## Work request
Give the entries below again exactly. Their pictures are not needed.

%%

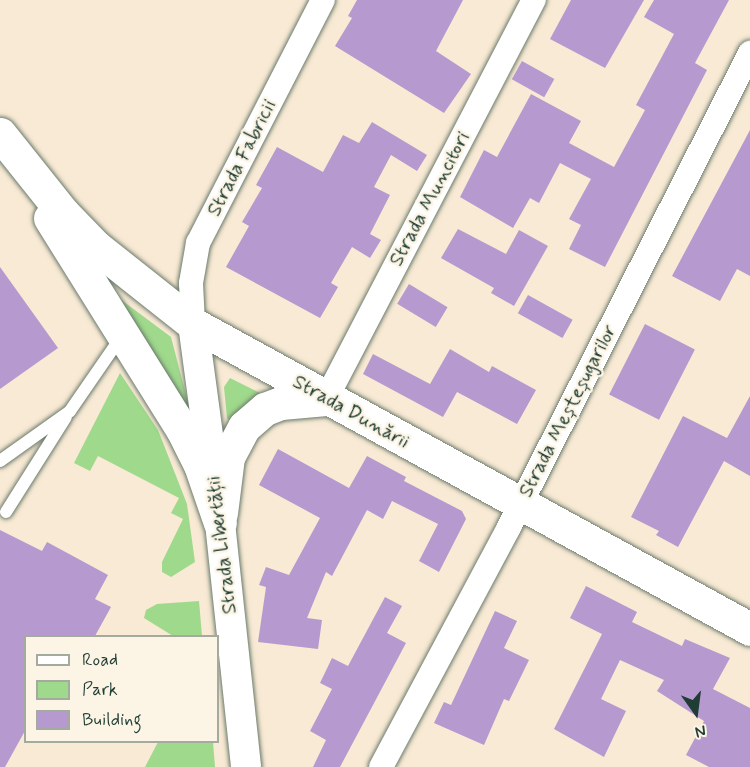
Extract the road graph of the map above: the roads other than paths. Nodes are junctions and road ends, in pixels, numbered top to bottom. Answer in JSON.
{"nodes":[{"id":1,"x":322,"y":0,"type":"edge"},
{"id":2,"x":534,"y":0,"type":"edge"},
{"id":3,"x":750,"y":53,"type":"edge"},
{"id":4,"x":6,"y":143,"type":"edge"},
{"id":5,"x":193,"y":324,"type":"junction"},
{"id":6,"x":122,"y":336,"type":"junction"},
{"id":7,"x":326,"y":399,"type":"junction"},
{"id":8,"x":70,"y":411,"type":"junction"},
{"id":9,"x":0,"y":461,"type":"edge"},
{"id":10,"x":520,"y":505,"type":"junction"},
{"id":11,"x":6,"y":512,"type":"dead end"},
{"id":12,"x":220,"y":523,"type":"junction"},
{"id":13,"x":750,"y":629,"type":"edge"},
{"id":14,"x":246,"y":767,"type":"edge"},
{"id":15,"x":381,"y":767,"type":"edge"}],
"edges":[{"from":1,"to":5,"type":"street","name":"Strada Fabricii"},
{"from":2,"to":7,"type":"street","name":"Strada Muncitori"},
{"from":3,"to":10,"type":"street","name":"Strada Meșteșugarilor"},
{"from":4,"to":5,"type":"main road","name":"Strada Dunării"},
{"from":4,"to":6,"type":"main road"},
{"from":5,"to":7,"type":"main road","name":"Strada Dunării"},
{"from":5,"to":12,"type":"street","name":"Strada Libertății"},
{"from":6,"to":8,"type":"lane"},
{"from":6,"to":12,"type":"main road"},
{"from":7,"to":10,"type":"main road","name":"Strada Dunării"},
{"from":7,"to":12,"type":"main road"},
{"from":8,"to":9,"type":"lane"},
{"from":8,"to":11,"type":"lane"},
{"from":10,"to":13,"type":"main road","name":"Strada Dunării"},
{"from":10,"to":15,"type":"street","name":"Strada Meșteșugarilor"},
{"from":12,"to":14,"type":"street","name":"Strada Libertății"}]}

%%

## Task response
Extract the road graph of the map above: the roads other than paths. Nodes are junctions and road ends, in pixels, numbered top to bottom. Answer in JSON.
{"nodes":[{"id":1,"x":322,"y":0,"type":"edge"},
{"id":2,"x":534,"y":0,"type":"edge"},
{"id":3,"x":750,"y":53,"type":"edge"},
{"id":4,"x":6,"y":143,"type":"edge"},
{"id":5,"x":193,"y":324,"type":"junction"},
{"id":6,"x":122,"y":336,"type":"junction"},
{"id":7,"x":326,"y":399,"type":"junction"},
{"id":8,"x":70,"y":411,"type":"junction"},
{"id":9,"x":0,"y":461,"type":"edge"},
{"id":10,"x":520,"y":505,"type":"junction"},
{"id":11,"x":6,"y":512,"type":"dead end"},
{"id":12,"x":220,"y":523,"type":"junction"},
{"id":13,"x":750,"y":629,"type":"edge"},
{"id":14,"x":246,"y":767,"type":"edge"},
{"id":15,"x":381,"y":767,"type":"edge"}],
"edges":[{"from":1,"to":5,"type":"street","name":"Strada Fabricii"},
{"from":2,"to":7,"type":"street","name":"Strada Muncitori"},
{"from":3,"to":10,"type":"street","name":"Strada Meșteșugarilor"},
{"from":4,"to":5,"type":"main road","name":"Strada Dunării"},
{"from":4,"to":6,"type":"main road"},
{"from":5,"to":7,"type":"main road","name":"Strada Dunării"},
{"from":5,"to":12,"type":"street","name":"Strada Libertății"},
{"from":6,"to":8,"type":"lane"},
{"from":6,"to":12,"type":"main road"},
{"from":7,"to":10,"type":"main road","name":"Strada Dunării"},
{"from":7,"to":12,"type":"main road"},
{"from":8,"to":9,"type":"lane"},
{"from":8,"to":11,"type":"lane"},
{"from":10,"to":13,"type":"main road","name":"Strada Dunării"},
{"from":10,"to":15,"type":"street","name":"Strada Meșteșugarilor"},
{"from":12,"to":14,"type":"street","name":"Strada Libertății"}]}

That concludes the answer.